Originally made as a three-part TV series for New Zealand Television, the series was condensed and released as a movie to great critical acclaim in 1991.
Like the biographies it’s divided into three sections, with the lead role played by three different actresses at different stages in Frame’s life. Karen Fergusson (child) with her shock of curly red hair is a wonder, as is Alexia Keogh (adolescent), and Kerry Fox as the adult Frame.
The film follows Frame through this ‘Overcoming all odds, odds stacked against you’ story, from her destitute family, through her years in a mental institution, and into her writing years after her escape.

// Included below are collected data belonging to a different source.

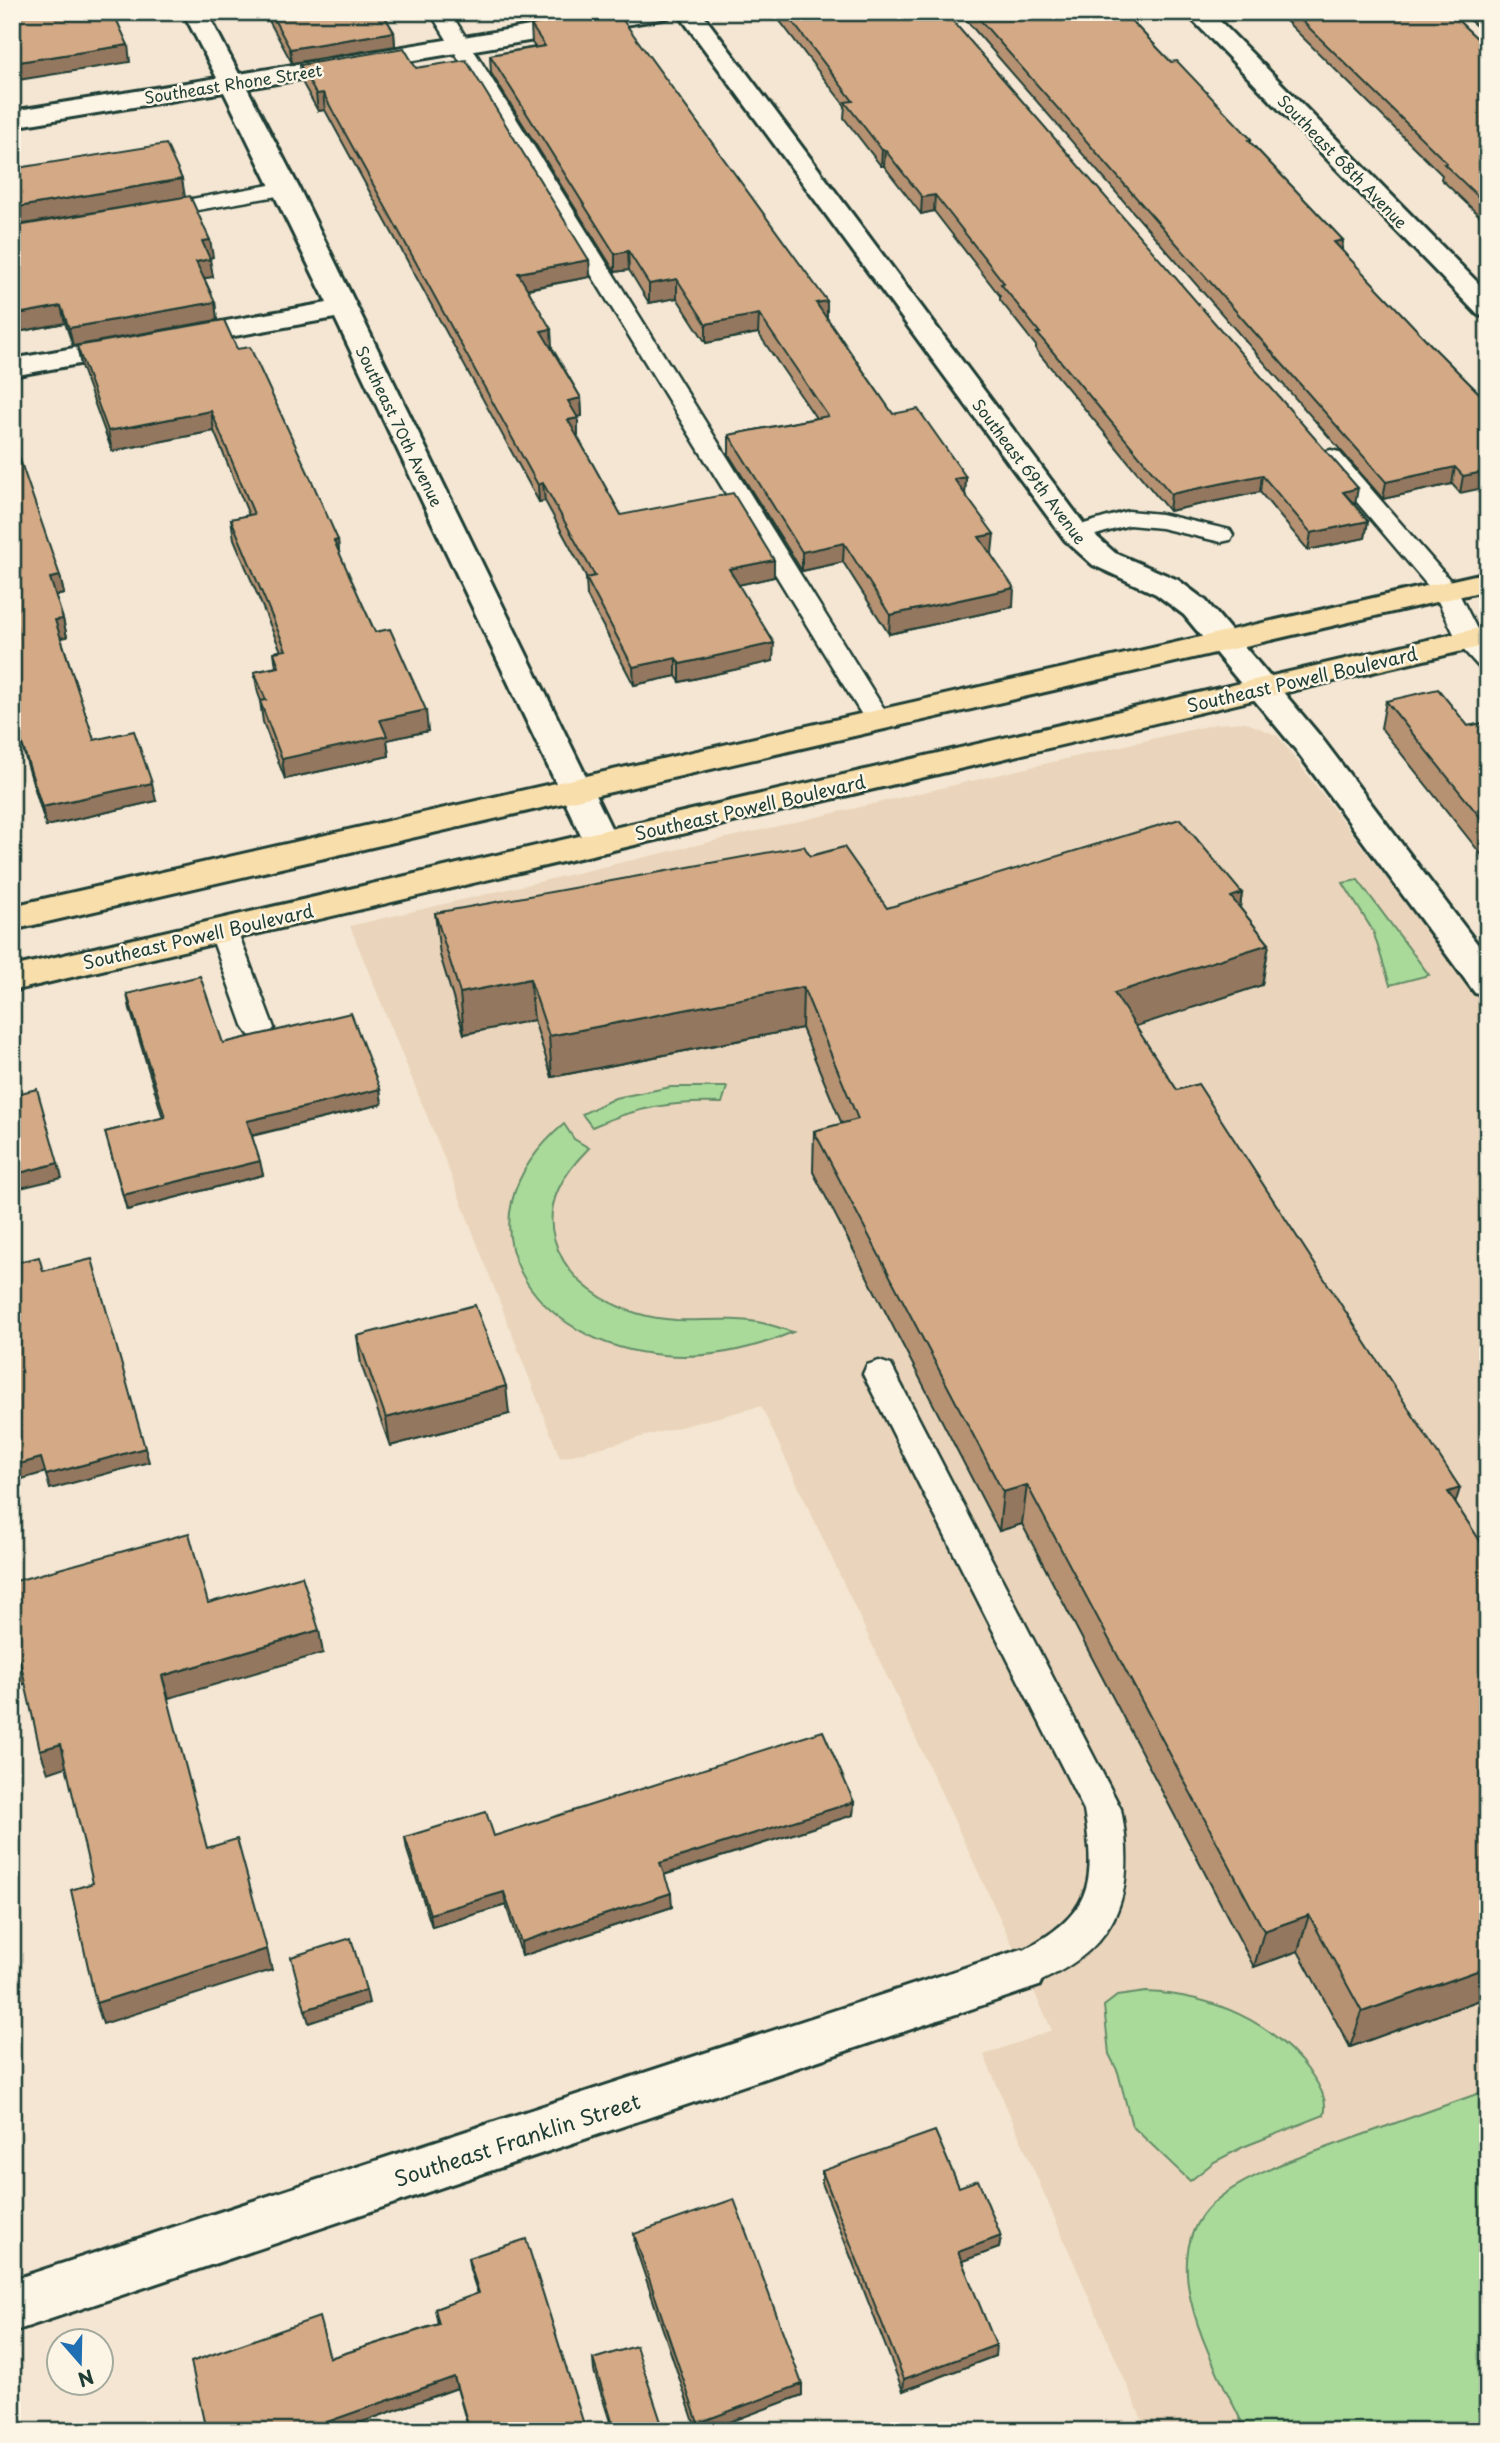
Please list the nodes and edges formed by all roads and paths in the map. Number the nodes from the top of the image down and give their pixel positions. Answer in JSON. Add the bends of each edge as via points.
{"nodes":[{"id":1,"x":195,"y":12,"type":"edge"},
{"id":2,"x":440,"y":12,"type":"edge"},
{"id":3,"x":661,"y":12,"type":"edge"},
{"id":4,"x":689,"y":12,"type":"edge"},
{"id":5,"x":1197,"y":12,"type":"edge"},
{"id":6,"x":460,"y":46,"type":"junction"},
{"id":7,"x":231,"y":83,"type":"junction"},
{"id":8,"x":12,"y":119,"type":"edge"},
{"id":9,"x":286,"y":188,"type":"junction"},
{"id":10,"x":135,"y":215,"type":"edge"},
{"id":11,"x":342,"y":307,"type":"junction"},
{"id":12,"x":1488,"y":309,"type":"edge"},
{"id":13,"x":12,"y":368,"type":"edge"},
{"id":14,"x":1319,"y":443,"type":"edge"},
{"id":15,"x":1076,"y":534,"type":"junction"},
{"id":16,"x":1221,"y":535,"type":"dead end"},
{"id":17,"x":1488,"y":581,"type":"edge"},
{"id":18,"x":1446,"y":591,"type":"junction"},
{"id":19,"x":1225,"y":641,"type":"junction"},
{"id":20,"x":1481,"y":646,"type":"edge"},
{"id":21,"x":1263,"y":688,"type":"junction"},
{"id":22,"x":878,"y":720,"type":"junction"},
{"id":23,"x":575,"y":789,"type":"junction"},
{"id":24,"x":601,"y":842,"type":"junction"},
{"id":25,"x":12,"y":918,"type":"edge"},
{"id":26,"x":223,"y":930,"type":"junction"},
{"id":27,"x":12,"y":979,"type":"edge"},
{"id":28,"x":1488,"y":984,"type":"edge"},
{"id":29,"x":259,"y":1028,"type":"dead end"},
{"id":30,"x":879,"y":1374,"type":"dead end"},
{"id":31,"x":1022,"y":1971,"type":"joint"},
{"id":32,"x":12,"y":2306,"type":"edge"}],
"edges":[{"from":1,"to":7,"type":"street","name":"Southeast 70th Avenue"},
{"from":2,"to":6,"type":"lane"},
{"from":3,"to":6,"type":"street","name":"Southeast Rhone Street"},
{"from":4,"to":15,"type":"street","name":"Southeast 69th Avenue"},
{"from":5,"to":12,"type":"street","name":"Southeast 68th Avenue"},
{"from":6,"to":7,"type":"street","name":"Southeast Rhone Street"},
{"from":6,"to":22,"type":"lane"},
{"from":7,"to":8,"type":"street","name":"Southeast Rhone Street"},
{"from":7,"to":9,"type":"street","name":"Southeast 70th Avenue"},
{"from":9,"to":10,"type":"lane"},
{"from":9,"to":11,"type":"street","name":"Southeast 70th Avenue"},
{"from":11,"to":13,"type":"street"},
{"from":11,"to":23,"type":"street","name":"Southeast 70th Avenue"},
{"from":14,"to":18,"type":"lane"},
{"from":15,"to":16,"type":"lane","via":[[1128,518]]},
{"from":15,"to":19,"type":"street","name":"Southeast 69th Avenue","via":[[1104,559],[1188,600]]},
{"from":17,"to":18,"type":"main road"},
{"from":18,"to":19,"type":"main road"},
{"from":18,"to":20,"type":"lane"},
{"from":19,"to":21,"type":"street","name":"Southeast 69th Avenue"},
{"from":19,"to":22,"type":"main road"},
{"from":20,"to":21,"type":"main road","name":"Southeast Powell Boulevard"},
{"from":21,"to":24,"type":"main road","name":"Southeast Powell Boulevard"},
{"from":21,"to":28,"type":"street","name":"Southeast 69th Avenue"},
{"from":22,"to":23,"type":"main road"},
{"from":23,"to":24,"type":"street","name":"Southeast 70th Avenue"},
{"from":23,"to":25,"type":"main road"},
{"from":24,"to":26,"type":"main road","name":"Southeast Powell Boulevard"},
{"from":26,"to":27,"type":"main road","name":"Southeast Powell Boulevard"},
{"from":26,"to":29,"type":"lane"},
{"from":30,"to":31,"type":"lane","via":[[1102,1809],[1111,1849],[1104,1899],[1091,1924],[1061,1951]]},
{"from":31,"to":32,"type":"street","name":"Southeast Franklin Street"}]}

Part one, for me is the most enjoyable and shows little Janet growing up with her family in a New Zealand farm. Janet, a pudgy girl with frizzy red hair, never quite fits in. However, her parents and siblings are supportive, and through this unconditional love she begins losing herself in poetry and stories.
A grown up Janet attends college, and by now her mental state has deteriorated due to an earlier family tragedy. Misdiagnosed as a schizophrenic, she spends eight years in a mental institution where she had to suffer over 200 shock treatments.
Janet’s writing provides an escape from the institution and just as she is about to undergo an operation similar to a lobotomy, she learns that her first book has been published. She is released from the hospital and receives a literary fellowship.
I do like this film, but it is a story that you have to be in the ‘right’ mood for. The mental health struggles and constant barrage of abuse at the little fat girl is quite wearing (as I was a little red haired, fat girl and a lot of this story was a bit too close to home for me. I didn’t get a literary scholarship by the way). So I’m biased.
A well written and directed film.
Review by Tina from a disc kindly supplied by Umbrella Entertainment.